Give back exactly the lines of the data below, starting with the line that has "x r add y moveto" and going on through the line that has "0 2081 translate 1 -1 scale".

(Stored data entries)

..............................

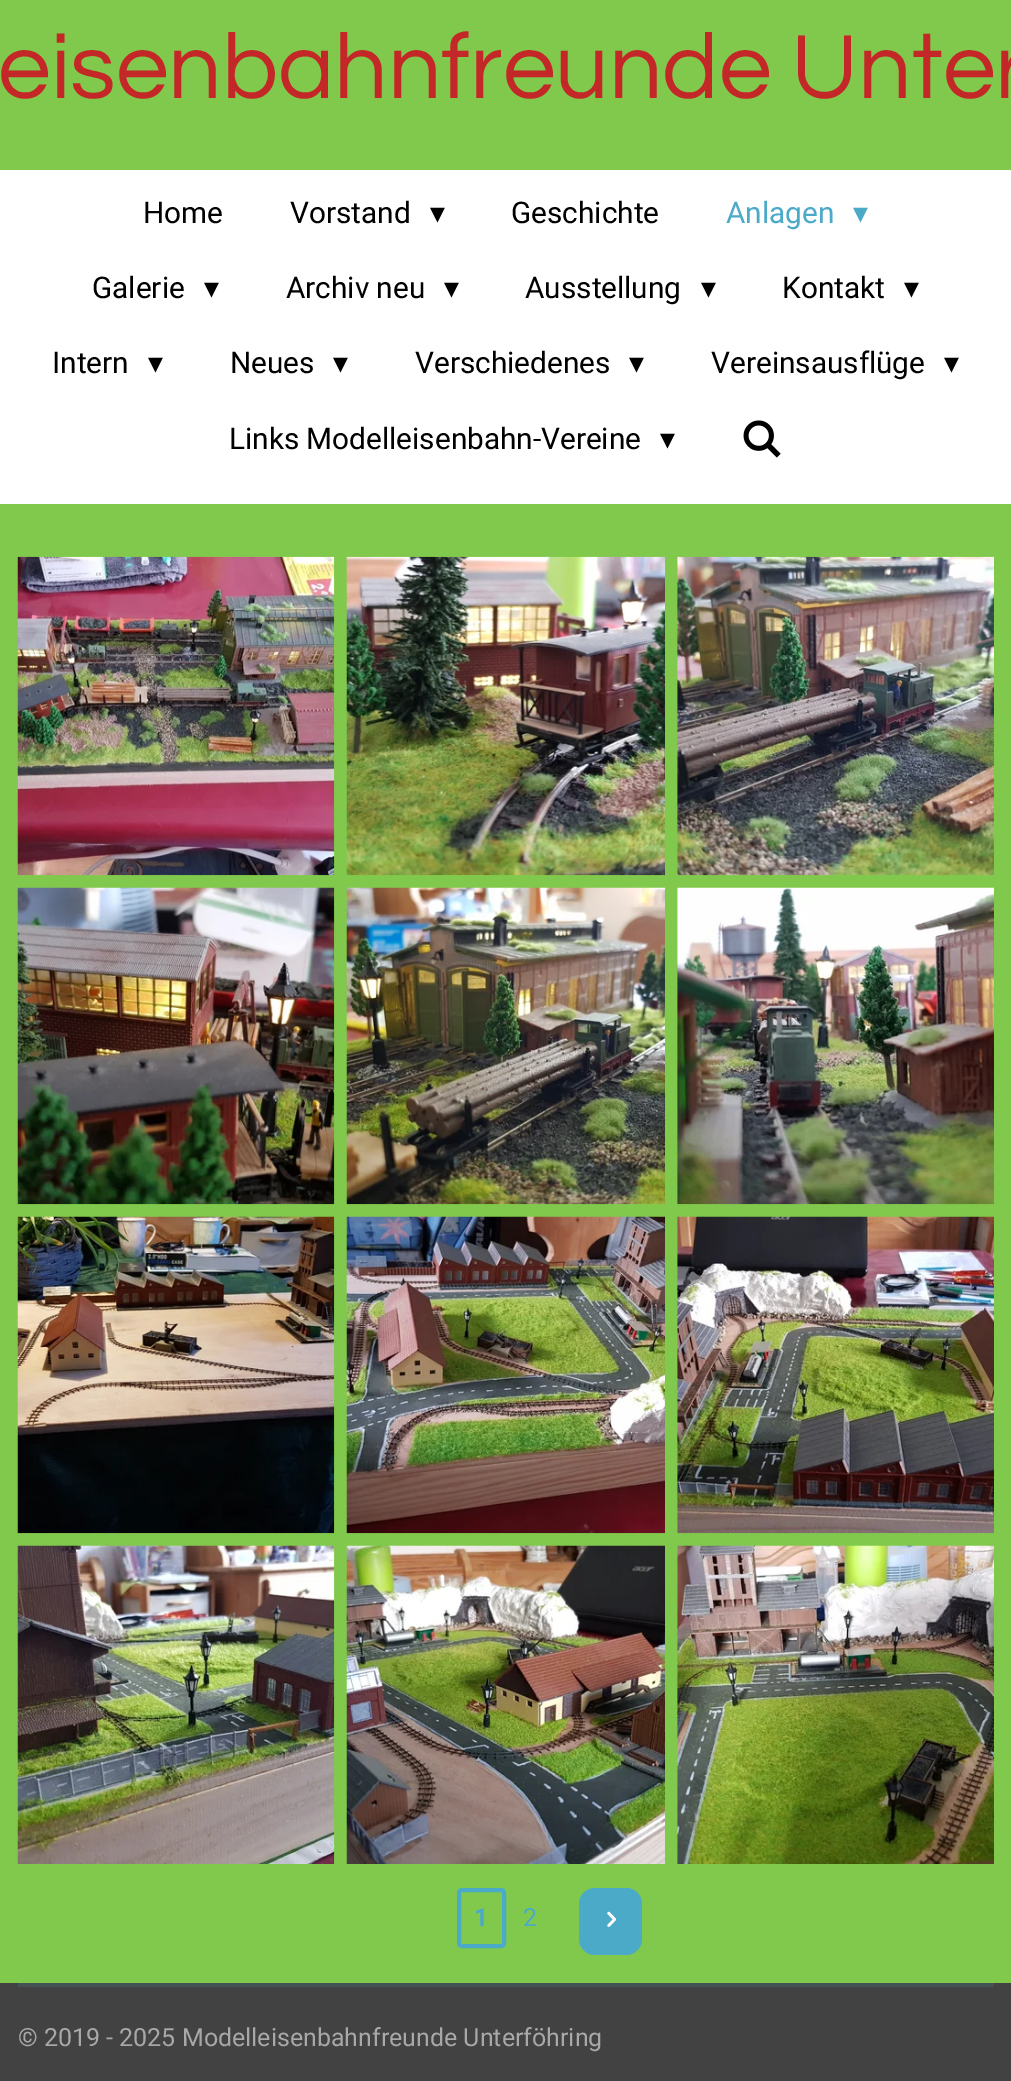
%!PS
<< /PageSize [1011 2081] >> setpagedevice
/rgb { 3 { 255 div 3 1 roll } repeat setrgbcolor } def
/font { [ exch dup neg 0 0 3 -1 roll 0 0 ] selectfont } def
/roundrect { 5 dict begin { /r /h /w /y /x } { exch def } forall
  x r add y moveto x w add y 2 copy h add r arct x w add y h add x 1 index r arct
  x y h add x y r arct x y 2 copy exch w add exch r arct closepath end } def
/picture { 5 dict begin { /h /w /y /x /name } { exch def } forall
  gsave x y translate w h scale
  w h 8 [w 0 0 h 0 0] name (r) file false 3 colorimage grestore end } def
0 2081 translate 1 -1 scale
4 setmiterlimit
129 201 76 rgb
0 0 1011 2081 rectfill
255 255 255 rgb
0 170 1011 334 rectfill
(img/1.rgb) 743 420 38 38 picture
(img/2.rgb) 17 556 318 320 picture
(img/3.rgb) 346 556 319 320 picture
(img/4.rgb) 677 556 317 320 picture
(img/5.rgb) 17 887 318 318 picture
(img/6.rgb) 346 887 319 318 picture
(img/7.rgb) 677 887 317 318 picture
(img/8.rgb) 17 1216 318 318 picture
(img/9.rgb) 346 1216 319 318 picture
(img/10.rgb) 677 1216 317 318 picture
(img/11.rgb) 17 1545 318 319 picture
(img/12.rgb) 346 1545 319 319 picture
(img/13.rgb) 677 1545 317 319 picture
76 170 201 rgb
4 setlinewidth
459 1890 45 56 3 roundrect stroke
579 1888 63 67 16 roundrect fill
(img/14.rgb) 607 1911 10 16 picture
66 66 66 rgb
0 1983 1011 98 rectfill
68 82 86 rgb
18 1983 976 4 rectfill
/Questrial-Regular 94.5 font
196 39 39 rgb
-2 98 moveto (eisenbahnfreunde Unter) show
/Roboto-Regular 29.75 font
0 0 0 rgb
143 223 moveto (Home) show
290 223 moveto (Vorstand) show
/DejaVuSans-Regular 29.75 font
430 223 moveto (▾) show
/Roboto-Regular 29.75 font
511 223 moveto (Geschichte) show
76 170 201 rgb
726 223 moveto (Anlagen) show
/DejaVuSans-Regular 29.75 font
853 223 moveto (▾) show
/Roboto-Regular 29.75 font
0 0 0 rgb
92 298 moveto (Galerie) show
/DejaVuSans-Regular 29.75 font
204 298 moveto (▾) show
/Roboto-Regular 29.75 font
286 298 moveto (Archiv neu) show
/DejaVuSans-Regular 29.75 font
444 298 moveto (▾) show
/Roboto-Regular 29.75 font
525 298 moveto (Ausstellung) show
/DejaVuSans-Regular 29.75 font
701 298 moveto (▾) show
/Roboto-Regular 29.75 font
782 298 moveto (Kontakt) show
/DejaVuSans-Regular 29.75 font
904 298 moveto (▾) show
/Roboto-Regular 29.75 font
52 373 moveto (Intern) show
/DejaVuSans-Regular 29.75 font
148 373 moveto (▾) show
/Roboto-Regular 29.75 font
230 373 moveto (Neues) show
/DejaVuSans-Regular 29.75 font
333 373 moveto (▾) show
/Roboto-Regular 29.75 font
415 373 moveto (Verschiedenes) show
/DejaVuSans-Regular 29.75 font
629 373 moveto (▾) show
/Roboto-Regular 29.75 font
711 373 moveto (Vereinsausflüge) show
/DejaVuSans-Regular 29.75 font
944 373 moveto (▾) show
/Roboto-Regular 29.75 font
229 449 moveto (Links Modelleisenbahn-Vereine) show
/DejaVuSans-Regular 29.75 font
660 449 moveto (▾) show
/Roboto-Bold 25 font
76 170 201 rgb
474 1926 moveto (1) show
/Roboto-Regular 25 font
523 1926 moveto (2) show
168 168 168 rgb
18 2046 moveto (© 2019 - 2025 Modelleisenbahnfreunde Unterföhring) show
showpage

..............................

• **Result**:
  x r add y moveto x w add y 2 copy h add r arct x w add y h add x 1 index r arct
  x y h add x y r arct x y 2 copy exch w add exch r arct closepath end } def
/picture { 5 dict begin { /h /w /y /x /name } { exch def } forall
  gsave x y translate w h scale
  w h 8 [w 0 0 h 0 0] name (r) file false 3 colorimage grestore end } def
0 2081 translate 1 -1 scale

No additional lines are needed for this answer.